B/ La déréglementation peut être envisageable en économie mondialisée
Le problème ne serait pas dans la taille de l’entreprise, mais dans la vitalité d’un marché. C’est-à-dire à la fois dans son dynamisme et la facilité d’entrée sur ce marché. Philippe Aghion, Gilbert Cette et Elie Cohen remarquent, dans Changer de modèle (2014), « qu’en France, il y a beaucoup de start-up, mais elles ne croissent pas » suffisamment pour contester la rente des entreprises déjà établies. Cela s’explique par des barrières à l’entrée, telles que des coûts administratifs, des réglementations, notamment sur les marchés des biens et services et aussi du travail. La capacité à renouer avec la croissance réclame de faire tomber les barrières à l’entrée et casser les rentes associées.
Plutôt que de combattre la rente issue d’un monopole naturel par la nationalisation ou la réglementation, Baumol, Panzar et Willig soutiennent qu’il suffit de rendre ce monopole contestable. Dans cette perspective, la liberté de sortie constitue l’hypothèse fondamentale du marché contestable. Elle implique qu’une entreprise peut interrompre sa production et se retirer du secteur sans supporter de coûts irrécupérables. Autrement dit, un producteur peut abandonner le marché sans encourir d’autres dépenses que celles correspondant à la dépréciation normale du capital investi. La quasi-gratuité de la sortie conditionne d’ailleurs directement la liberté d’entrée. Il serait, en effet, trop risqué de pénétrer sur un marché même si on était en mesure de produire aussi efficacement que les entreprises en place.
C/ L’État doit orienter les décisions individuelles dans le sens de l’intérêt commun
Dans une économie de l’innovation, l’État a un rôle central à jouer dans l’éducation supérieure et dans la formation professionnelle. Selon Aghion, Cette et Cohen, la France pourrait y gagner économiquement des points de croissance et socialement grâce à davantage de mobilité sociale. En outre, le rapport Camdessus de 2004 réclamait « la constitution d’une commission chargée de recenser les réglementations trop restrictives en prenant en compte l’intérêt de tous les citoyens plutôt que l’intérêt particulier de telle profession ».
Face à une situation de rente de monopole, l’ouverture internationale peut constituer une solution. Ricardo défendait la libre importation du blé en Grande-Bretagne afin de stimuler la concurrence avec la production nationale et de contraindre les propriétaires fonciers à renoncer temporairement à leur rente. Toutefois, il n’avait pas envisagé que, dans certains secteurs industriels, les rendements puissent être croissants.

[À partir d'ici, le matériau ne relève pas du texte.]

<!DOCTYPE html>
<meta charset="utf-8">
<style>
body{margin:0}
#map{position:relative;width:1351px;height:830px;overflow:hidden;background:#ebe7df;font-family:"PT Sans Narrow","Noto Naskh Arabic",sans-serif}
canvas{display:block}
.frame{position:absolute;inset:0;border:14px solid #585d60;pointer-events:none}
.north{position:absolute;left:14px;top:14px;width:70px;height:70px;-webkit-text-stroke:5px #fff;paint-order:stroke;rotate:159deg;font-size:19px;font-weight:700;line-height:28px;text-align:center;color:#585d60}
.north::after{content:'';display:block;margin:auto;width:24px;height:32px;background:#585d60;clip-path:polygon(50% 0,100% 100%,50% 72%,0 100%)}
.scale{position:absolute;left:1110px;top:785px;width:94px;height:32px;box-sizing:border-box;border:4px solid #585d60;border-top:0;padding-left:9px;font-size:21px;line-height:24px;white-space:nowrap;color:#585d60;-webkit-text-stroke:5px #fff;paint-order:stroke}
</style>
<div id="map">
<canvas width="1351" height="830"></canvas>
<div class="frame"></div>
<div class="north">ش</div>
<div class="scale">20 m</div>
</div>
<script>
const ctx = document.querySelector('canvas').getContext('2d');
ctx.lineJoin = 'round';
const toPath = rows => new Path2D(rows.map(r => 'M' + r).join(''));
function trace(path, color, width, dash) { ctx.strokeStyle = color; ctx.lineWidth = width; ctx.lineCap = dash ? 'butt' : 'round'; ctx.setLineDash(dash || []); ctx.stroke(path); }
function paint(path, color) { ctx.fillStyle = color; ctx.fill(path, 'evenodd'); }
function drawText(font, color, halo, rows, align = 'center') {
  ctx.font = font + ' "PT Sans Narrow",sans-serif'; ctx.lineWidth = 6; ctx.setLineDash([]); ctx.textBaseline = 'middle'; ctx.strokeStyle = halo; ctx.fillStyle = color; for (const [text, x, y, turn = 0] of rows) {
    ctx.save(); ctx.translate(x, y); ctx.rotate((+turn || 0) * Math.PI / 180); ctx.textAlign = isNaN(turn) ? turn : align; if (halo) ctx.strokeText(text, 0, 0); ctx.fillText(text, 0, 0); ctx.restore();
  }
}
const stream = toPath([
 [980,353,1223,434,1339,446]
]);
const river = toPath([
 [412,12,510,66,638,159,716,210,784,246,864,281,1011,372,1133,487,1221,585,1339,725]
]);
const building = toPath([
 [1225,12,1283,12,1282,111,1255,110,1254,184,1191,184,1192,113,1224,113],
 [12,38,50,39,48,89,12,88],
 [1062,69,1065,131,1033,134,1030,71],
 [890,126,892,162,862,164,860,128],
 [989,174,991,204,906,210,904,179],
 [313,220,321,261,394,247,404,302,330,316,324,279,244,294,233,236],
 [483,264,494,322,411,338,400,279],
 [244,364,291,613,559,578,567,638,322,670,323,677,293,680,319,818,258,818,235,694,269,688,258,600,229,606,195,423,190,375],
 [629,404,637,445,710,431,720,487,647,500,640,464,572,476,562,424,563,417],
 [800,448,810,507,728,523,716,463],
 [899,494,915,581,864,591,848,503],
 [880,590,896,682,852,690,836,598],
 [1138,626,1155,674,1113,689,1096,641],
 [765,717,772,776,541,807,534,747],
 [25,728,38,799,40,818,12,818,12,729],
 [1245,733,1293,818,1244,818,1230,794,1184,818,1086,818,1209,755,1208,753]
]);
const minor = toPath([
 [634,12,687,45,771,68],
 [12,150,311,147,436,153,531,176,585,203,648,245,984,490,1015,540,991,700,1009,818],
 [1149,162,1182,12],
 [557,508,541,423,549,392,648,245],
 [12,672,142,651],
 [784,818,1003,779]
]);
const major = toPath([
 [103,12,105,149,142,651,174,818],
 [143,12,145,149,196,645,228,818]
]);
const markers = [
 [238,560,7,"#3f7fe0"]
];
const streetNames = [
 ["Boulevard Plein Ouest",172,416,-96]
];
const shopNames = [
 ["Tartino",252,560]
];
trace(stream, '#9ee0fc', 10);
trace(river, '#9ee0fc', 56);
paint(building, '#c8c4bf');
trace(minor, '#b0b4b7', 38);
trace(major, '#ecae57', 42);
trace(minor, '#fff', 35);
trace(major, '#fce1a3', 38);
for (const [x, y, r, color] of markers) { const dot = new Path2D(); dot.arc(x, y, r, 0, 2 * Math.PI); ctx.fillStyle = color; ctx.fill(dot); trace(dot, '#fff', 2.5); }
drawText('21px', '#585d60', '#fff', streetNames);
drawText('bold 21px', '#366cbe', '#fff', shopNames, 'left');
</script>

Dans les années 1980, Paul Krugman, Barbara J. Spencer et James A. Brander (Subventions à l’exportation et rivalité de part de marché internationale, 1985) vont montrer que le versement par l’État d’une subvention à la production destinée à casser la barrière à l’entrée sur le marché mondial est le moyen de faire d’un marché monopolistique un marché duopolistique stable. C’est notamment le cas de l’aéronautique. Cela ne sera possible que si chaque État accepte la politique commerciale stratégique mise en œuvre par l’autre. Dès lors, on obtient un second best.